Exercise brief — Scan the entries below for the word "from". Copy out every line in which it occurs.

(Stored items)
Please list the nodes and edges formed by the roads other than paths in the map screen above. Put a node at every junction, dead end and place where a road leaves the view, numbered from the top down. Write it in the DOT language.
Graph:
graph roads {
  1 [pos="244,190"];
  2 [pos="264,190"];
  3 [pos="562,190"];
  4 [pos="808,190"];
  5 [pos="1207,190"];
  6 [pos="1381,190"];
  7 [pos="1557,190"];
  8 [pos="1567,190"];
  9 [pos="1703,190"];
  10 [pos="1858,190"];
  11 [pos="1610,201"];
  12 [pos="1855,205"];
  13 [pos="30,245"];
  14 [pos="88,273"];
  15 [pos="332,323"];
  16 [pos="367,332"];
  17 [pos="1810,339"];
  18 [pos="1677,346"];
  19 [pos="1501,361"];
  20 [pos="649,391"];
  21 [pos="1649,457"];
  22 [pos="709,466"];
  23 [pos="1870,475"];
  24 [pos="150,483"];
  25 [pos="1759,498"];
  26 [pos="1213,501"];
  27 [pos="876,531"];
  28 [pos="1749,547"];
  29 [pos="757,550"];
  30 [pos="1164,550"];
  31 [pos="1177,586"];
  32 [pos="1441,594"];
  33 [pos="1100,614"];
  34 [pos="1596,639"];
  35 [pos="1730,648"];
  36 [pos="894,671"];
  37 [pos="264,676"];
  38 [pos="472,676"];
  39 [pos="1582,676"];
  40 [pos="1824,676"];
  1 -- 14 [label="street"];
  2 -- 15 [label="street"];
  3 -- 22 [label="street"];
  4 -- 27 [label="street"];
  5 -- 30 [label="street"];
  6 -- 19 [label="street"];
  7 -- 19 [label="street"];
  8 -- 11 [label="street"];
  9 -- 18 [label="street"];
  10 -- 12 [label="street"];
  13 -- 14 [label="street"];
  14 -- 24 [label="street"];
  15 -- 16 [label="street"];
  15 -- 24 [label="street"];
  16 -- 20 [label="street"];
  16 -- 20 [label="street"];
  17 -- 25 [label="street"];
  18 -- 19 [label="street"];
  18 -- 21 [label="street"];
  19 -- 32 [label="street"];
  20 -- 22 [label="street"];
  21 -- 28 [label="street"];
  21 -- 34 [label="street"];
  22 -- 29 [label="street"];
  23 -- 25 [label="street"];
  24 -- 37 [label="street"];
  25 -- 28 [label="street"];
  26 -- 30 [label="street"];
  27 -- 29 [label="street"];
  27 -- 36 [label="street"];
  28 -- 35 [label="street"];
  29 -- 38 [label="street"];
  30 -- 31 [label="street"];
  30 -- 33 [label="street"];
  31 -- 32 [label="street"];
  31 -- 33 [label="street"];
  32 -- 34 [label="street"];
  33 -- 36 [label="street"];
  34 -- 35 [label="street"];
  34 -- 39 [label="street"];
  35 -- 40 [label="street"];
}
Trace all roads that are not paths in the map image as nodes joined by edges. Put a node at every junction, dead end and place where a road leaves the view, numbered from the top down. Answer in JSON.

==

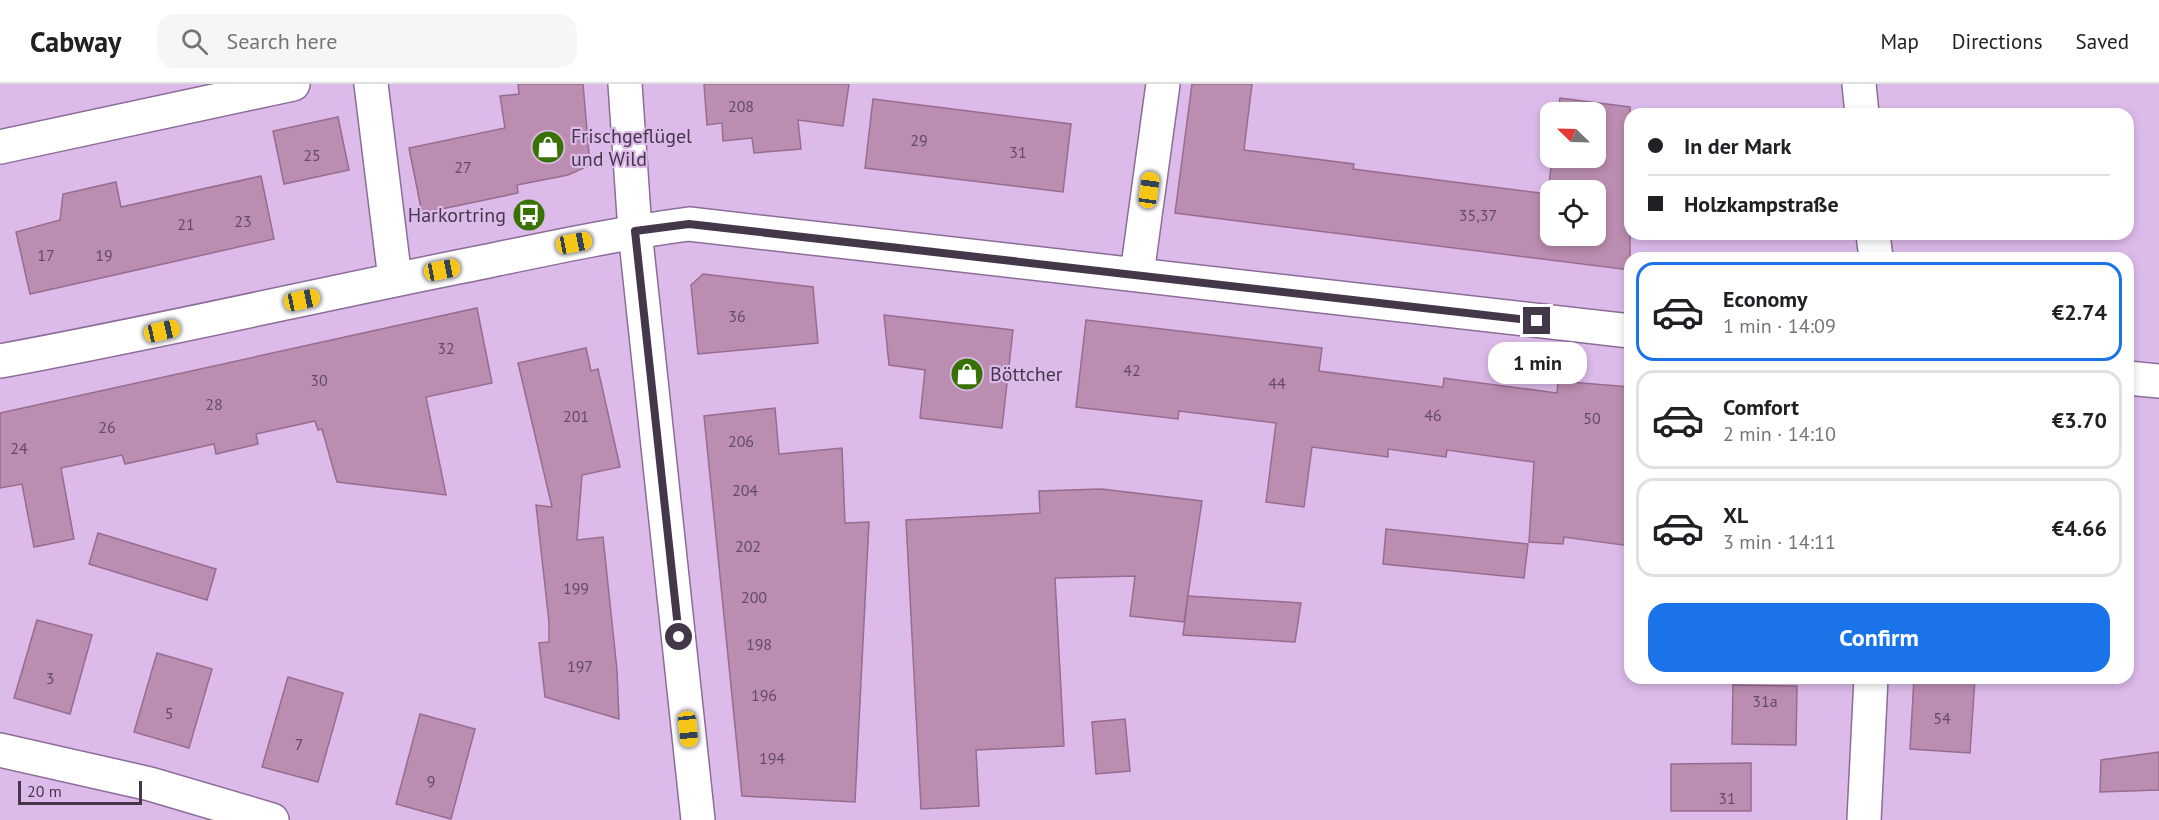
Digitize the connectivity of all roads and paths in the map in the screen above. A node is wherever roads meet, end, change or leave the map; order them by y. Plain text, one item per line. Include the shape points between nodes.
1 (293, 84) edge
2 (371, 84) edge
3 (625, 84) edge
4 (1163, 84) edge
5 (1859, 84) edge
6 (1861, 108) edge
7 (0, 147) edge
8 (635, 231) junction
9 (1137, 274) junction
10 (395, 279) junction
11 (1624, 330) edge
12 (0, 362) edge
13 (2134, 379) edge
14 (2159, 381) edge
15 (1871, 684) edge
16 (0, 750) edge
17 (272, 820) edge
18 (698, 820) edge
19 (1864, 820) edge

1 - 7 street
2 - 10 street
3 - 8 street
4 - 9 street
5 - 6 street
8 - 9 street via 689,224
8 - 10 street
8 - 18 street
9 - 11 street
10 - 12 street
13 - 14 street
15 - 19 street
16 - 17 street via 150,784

Written answer —
Please list the nodes and edges formed by the roads other than paths in the map screen above. Put a node at every junction, dead end and place where a road leaves the view, numbered from the top down. Write it in the DOT language.
Trace all roads that are not paths in the map image as nodes joined by edges. Put a node at every junction, dead end and place where a road leaves the view, numbered from the top down. Answer in JSON.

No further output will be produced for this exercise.